Texto por Colaborador: A. Rother 11/06/2026 - 01:00

O Everton foi condenado a pagar £40 milhões de libras ao Burnley em indenização por violar as Regras de Lucratividade e Sustentabilidade (PSR) da Premier League. A decisão, baseada no princípio jurídico da "perda de oportunidade", pode ter consequências de longo alcance para o Manchester City, que ainda aguarda o veredicto sobre suas 115 acusações de violação do Fair Play Financeiro.

O caso tem origem no rebaixamento do Burnley em 2022. O clube argumentou que, se os pontos deduzidos ao Everton tivessem sido aplicados durante a temporada em que a infração ocorreu — e não no final de 2023 —, teria mantido seu lugar na Premier League. O tribunal deu razão ao Burnley. O Everton está recorrendo da decisão, mas o precedente legal já está estabelecido: clubes prejudicados por infrações de rivais têm embasamento legal para cobrar indenização.

A lógica é clara, segundo análise da revista The Lawyer: "Embora não fosse certo que o Burnley permaneceria na Premier League, as infrações do Everton o privaram de uma chance real de fazê-lo. Os danos são calculados considerando o valor da oportunidade perdida e a probabilidade de sucesso."

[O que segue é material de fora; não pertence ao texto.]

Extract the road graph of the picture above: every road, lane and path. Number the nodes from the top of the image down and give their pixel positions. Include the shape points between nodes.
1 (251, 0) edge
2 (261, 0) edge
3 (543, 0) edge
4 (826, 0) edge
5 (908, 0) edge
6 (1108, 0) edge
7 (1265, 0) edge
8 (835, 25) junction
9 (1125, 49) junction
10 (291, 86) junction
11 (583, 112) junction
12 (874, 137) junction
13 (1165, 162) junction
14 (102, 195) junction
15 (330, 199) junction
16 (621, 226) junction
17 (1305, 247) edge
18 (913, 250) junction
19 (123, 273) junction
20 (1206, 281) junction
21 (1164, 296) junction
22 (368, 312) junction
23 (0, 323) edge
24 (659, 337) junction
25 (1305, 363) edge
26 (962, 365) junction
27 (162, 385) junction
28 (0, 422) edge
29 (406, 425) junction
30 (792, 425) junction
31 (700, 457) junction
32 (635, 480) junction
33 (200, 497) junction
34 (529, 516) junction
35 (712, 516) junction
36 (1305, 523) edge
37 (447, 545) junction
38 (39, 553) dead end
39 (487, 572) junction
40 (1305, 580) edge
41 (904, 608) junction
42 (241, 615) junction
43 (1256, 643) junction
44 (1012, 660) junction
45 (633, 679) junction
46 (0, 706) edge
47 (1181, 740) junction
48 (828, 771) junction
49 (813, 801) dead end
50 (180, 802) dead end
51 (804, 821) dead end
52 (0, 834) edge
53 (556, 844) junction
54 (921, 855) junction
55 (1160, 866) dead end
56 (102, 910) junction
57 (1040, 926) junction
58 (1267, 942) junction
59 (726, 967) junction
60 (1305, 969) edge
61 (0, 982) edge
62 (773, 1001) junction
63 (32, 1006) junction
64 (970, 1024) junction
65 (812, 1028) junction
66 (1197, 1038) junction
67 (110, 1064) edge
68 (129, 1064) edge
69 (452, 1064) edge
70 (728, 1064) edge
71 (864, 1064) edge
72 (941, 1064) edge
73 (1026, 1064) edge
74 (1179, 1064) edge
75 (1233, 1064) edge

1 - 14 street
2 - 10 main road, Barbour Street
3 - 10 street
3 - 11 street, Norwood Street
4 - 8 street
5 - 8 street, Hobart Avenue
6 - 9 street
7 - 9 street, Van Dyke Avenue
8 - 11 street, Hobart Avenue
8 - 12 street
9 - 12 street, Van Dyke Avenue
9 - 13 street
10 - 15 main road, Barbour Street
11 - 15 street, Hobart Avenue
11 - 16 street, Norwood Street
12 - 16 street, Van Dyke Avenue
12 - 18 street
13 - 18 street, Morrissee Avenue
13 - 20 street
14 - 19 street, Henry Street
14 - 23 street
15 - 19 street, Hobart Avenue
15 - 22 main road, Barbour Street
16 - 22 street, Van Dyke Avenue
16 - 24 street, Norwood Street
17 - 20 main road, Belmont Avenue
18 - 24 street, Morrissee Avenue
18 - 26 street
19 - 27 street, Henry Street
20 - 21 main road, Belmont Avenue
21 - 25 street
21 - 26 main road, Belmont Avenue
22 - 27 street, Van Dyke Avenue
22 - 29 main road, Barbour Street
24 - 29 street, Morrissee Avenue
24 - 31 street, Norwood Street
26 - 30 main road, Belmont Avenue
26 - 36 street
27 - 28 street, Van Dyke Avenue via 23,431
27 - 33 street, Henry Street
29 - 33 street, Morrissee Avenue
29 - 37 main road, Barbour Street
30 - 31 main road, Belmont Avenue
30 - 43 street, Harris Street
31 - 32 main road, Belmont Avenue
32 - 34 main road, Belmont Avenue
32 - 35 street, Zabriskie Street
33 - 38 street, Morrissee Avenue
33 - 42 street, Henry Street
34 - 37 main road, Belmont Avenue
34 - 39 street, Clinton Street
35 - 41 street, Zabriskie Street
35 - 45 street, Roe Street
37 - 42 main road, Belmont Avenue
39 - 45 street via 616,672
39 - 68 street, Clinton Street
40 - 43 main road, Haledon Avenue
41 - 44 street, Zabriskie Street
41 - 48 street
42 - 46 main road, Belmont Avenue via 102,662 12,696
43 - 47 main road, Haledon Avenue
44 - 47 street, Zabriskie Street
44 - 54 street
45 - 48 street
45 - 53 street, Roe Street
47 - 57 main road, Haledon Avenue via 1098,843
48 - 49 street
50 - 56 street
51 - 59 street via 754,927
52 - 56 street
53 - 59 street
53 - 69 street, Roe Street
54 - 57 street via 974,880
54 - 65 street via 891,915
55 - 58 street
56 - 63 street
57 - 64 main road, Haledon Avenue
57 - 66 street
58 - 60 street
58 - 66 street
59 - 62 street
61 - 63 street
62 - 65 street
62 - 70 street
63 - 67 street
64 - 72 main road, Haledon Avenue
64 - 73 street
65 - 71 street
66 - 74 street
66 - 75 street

É exatamente esse raciocínio que coloca o Manchester City em situação delicada. As 115 acusações contra o clube cobrem todas as temporadas entre 2009-10 e 2022-23 e envolvem desde a precisão no reporte de informações financeiras e contratos de patrocínio até o cumprimento das regras da UEFA e da própria Premier League. Uma comissão independente analisou o caso entre setembro e dezembro de 2024, mas o veredicto ainda não foi divulgado.

Segundo informações, vários clubes da Premier League já contrataram advogados para processar o City por indenização caso as violações sejam comprovadas. As possíveis sanções vão desde multas até dedução massiva de pontos — e os títulos conquistados no período podem ser cassados retroativamente.

O impacto histórico seria enorme. Se o City tivesse perdido seis pontos em cada uma das 14 temporadas investigadas, teria dois títulos da Premier League, não seis. O Arsenal teria levantado mais algumas taças, o Liverpool teria vencido mais três sob Klopp, e Sergio Agüero não teria partido o coração do Manchester United naquele último lance da temporada 2011/12. O City também não teria se classificado para a Liga dos Campeões em 2015/16 — a temporada anterior à chegada de Pep Guardiola.